Very nice mate, I love the green carpet, goes really well with your stones.

that ONF is great for green tones.


----------



## LondonDragon (28 May 2020)

Shared on the UKAPS FB page


----------



## Ady34 (28 May 2020)

Love the rocks in this. Great scape.


----------



## castle (18 Nov 2020)

@igirisujin I really like the rockwork in this, any updates?


----------



## igirisujin (21 Nov 2020)

castle said:


> @igirisujin I really like the rockwork in this, any updates?


Thank you - It's really not good, I'm afraid. I've been having problems again. The plants went wild after filling with water, and I trimmed them the next week. After that, they turned brown and began disintegrating.

I assumed that the CO2 was too low, so doubled it. I'm injecting about 1.5b/s into the filter inlet now from 3 hours before lights on, and it seems to be dissolving for the most part. I've also increased the EI powders (KH2PO4, KNO3 and Trace) to a little more than the dose rate stated on the packs. 

I've been fighting this for a while now, and 3 weeks or so ago I trimmed very harshly right back to the substrate. Some areas (actually those that get more natural light) are growing back. Other areas are still struggling badly, even with higher CO2 and ferts. Initial growth after trimming is fine, but anything below the tips soon turn brown and start withering. 

The filter doesn't seem to be clogging or getting particularly dirty each week, and I'm doing 2x 50% water changes per week (was every day for the first few weeks). 

Thoughts on problems:
CO2 - but I've already increased it. 
Lighting(??) - I have an ONF Nano+ running at 70-80% for 6 hours. Plants with sunlight seem to do better, but I can't imagine I have a light shortage...
Ferts - powders don't go bad, right? I've had them (dry) for maybe 4 years. 
Water - I can't get RO, but I could buy filtered water from the supermarket 5 litres at a time fairly inexpensively. 
Distribution - Looks good to me, there seems to be a consistent flow around the tank - although the areas where the plants are doing better are possible lower-flow areas. High-flow areas are by no means extreme. 

Any thoughts would be really appreciated. I've struggled with every setup since coming to Japan.


----------



## igirisujin (20 Jan 2021)

UPDATE TIME

Having been at a total loss as to what to do and almost giving in, I visited the local/closest (30km away) fish shop to get some more CO2 bottles. While I was there, I saw that they had a nice ADA 30cm cube set up, with the new DOOA light. Plant health was pretty good (although colour was a little washed out), which I was shocked at as their CO2 seemed incredibly low to me (1 bubble every 3 seconds, 2 mostly lost to the air), and they said they didn't dose fertilisers. It got me thinking. 

When I got home, I thought I'd try one last thing before giving up. I threw out my EI salts that I had been dosing since the start as per CO2 Supermarket's directions on the label. Instead, I bought ADA Brighty K and Mineral and am dosing 1 push of each per day. The difference in 2 weeks is actually shocking. Complete restoration. I can only assume that either something was wrong with the EI salts I was using, or somehow I had messed up the dosage and was waaaay overdosing. I now have no diatoms, no BBA, very low green algae growing on the glass, crystal clear water and no surface scum. Amazing. Long may it continue.

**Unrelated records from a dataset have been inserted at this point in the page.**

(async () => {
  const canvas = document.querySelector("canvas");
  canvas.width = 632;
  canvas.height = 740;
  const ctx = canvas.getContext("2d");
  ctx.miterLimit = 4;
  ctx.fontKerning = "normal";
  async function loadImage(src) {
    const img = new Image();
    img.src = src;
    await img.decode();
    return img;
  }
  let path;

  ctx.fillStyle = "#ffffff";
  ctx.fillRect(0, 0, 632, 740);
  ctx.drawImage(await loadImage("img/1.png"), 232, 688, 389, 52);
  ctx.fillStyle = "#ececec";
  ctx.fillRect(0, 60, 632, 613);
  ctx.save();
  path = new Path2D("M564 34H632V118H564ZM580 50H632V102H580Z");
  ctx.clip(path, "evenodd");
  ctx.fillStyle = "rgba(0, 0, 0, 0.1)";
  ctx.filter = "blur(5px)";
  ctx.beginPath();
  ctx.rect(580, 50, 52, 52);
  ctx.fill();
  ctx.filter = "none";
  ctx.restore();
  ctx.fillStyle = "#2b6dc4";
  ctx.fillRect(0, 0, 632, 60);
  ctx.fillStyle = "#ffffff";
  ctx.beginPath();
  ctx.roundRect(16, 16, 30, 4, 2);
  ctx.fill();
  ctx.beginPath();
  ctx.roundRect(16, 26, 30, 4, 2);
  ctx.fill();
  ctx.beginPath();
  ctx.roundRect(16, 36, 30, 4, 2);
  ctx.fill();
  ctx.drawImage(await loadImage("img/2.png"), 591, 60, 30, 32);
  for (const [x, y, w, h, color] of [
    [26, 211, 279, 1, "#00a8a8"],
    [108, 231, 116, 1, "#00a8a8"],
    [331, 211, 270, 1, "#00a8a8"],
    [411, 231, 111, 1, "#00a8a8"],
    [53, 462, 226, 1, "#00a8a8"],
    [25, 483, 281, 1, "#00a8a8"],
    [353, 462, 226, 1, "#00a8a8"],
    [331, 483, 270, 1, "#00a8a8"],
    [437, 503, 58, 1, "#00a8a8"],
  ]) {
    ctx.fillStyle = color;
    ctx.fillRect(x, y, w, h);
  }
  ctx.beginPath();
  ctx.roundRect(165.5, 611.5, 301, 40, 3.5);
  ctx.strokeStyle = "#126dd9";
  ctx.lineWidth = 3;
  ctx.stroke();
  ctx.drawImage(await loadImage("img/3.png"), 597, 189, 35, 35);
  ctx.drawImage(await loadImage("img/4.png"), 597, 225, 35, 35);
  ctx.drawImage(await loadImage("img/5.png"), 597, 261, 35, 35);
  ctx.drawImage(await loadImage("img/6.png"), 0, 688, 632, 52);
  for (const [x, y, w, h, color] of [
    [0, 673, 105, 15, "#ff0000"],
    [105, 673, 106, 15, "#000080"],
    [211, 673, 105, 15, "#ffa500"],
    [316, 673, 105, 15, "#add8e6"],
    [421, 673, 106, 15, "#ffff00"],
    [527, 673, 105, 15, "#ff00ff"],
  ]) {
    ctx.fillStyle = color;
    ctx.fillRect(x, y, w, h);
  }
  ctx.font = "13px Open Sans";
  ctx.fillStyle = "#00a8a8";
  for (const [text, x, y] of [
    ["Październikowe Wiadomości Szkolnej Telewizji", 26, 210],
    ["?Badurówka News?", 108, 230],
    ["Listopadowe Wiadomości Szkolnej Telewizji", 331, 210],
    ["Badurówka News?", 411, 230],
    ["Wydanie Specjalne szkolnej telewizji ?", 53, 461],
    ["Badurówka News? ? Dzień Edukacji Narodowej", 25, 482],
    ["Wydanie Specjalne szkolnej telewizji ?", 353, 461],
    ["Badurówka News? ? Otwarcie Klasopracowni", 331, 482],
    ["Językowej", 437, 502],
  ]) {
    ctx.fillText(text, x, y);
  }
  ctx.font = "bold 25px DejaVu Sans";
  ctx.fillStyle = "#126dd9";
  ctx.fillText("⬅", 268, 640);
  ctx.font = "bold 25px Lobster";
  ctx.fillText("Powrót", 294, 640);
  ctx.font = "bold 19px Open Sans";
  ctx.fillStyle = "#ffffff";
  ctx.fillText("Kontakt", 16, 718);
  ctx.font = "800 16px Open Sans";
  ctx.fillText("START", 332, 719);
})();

I've been using these EI ferts since coming to Japan, and have never been able to keep anything alive. It never occurred to me that they could be wrong - I always assumed that as long as ferts aren't deficient, all is good. Therefore it must be CO2, poor maintenance etc. I know many people love EI and know it can work when done well, but from now on, I'll be lean dosing.

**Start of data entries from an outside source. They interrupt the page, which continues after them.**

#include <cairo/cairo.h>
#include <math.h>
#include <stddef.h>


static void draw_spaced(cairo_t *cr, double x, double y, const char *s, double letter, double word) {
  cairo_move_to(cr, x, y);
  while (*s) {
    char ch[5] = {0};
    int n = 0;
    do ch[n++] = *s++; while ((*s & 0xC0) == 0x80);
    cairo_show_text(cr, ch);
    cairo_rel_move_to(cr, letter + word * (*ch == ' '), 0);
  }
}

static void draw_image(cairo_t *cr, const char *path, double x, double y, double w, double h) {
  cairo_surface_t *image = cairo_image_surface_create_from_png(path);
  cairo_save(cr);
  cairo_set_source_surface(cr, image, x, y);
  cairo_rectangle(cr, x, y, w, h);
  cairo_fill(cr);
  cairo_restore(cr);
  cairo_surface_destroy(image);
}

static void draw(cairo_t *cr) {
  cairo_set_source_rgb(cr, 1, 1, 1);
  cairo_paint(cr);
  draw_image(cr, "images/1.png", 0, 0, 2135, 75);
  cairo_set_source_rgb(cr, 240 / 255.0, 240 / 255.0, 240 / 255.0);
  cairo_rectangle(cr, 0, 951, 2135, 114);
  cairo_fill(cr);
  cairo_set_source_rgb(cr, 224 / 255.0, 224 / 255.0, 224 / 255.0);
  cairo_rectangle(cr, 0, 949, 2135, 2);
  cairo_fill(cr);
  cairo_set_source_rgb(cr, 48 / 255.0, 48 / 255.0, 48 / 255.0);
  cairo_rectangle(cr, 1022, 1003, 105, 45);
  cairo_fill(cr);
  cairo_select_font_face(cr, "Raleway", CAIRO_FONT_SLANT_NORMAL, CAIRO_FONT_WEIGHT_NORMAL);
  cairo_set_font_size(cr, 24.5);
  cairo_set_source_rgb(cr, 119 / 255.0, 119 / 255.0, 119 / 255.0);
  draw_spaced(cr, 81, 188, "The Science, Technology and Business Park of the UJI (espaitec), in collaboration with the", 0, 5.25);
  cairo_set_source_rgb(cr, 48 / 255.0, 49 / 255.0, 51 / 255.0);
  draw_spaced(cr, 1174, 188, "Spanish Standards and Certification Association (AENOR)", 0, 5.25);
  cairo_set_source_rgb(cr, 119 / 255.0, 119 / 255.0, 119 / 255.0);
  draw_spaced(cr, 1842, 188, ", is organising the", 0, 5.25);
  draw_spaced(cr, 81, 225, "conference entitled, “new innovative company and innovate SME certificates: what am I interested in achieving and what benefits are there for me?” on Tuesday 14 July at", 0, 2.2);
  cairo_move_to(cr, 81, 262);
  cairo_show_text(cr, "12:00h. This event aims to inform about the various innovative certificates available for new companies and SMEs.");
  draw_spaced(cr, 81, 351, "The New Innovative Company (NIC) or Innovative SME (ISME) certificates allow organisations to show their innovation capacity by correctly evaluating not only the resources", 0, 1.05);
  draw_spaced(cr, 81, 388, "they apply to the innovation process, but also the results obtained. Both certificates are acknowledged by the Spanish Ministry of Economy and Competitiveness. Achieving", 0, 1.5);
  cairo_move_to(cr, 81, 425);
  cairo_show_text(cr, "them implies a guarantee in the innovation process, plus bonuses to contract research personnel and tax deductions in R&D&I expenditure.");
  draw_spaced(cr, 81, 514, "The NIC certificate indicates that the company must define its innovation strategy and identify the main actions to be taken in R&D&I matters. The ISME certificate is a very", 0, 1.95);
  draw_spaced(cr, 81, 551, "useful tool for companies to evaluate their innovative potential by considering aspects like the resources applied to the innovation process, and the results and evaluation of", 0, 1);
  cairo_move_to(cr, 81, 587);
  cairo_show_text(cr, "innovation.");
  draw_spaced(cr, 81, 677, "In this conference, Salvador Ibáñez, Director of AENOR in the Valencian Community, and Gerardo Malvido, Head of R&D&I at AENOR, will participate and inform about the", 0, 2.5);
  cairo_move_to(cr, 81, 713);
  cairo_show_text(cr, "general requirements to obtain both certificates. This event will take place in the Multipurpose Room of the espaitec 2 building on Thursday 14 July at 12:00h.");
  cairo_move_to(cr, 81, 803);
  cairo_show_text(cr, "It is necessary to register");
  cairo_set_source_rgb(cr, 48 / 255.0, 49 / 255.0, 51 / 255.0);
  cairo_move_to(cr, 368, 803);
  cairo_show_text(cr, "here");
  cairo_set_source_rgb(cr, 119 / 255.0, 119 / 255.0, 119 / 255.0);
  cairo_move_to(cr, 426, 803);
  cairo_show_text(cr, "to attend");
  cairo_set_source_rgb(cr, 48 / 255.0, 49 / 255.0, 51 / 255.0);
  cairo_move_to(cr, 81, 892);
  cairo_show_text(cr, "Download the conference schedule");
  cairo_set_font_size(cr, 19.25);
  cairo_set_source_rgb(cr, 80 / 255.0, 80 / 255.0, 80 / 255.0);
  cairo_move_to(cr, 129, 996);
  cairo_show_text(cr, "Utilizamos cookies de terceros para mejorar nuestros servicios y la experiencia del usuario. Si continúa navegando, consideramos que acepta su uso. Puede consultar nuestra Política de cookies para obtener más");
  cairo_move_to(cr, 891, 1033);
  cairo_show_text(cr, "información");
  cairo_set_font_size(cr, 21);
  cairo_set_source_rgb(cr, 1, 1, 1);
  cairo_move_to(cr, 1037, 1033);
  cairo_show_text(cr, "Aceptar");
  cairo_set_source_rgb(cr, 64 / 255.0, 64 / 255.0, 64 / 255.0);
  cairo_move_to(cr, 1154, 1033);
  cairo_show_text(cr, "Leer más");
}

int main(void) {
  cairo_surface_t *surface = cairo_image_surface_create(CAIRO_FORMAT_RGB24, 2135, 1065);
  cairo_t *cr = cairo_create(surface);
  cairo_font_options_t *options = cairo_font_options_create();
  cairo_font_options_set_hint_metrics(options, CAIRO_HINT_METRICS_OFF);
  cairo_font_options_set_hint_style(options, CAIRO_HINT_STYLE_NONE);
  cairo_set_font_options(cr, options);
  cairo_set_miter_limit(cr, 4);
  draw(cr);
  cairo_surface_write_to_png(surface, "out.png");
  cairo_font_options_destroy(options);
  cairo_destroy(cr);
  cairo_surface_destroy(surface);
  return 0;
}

Attached pictures show the tank 2 weeks ago vs. yesterday.


----------



## not called Bob (21 Jan 2021)

nice looking setup


----------



## Libba (23 Jan 2021)

Just reading through this thread for the first time and I'm really happy for you that you found your problem. As far as I'm aware the EI dosing method is designed for tanks with high plant mass. I believe the general consensus is that the ADA-style dosing regime (mostly just K and trace) is sufficient for an iwagumi which inherently has quite low plant mass. Thankfully you figured it out before it was too late. Awesome scape, love the rocks.


----------



## CooKieS (23 Jan 2021)

Libba said:


> Just reading through this thread for the first time and I'm really happy for you that you found your problem. As far as I'm aware the EI dosing method is designed for tanks with high plant mass. I believe the general consensus is that the ADA-style dosing regime (mostly just K and trace) is sufficient for an iwagumi which inherently has quite low plant mass. Thankfully you figured it out before it was too late. Awesome scape, love the rocks.


I agree, well done.


----------



## Garuf (23 Jan 2021)

Such a nice little scape, I'm a big fan of a more unusual Iwagumi.


----------



## igirisujin (26 Jan 2021)

Thank you for the comments. It's a real relief, although I'm nervous that the current good growth is a lucky accident and will at some point be reversed!!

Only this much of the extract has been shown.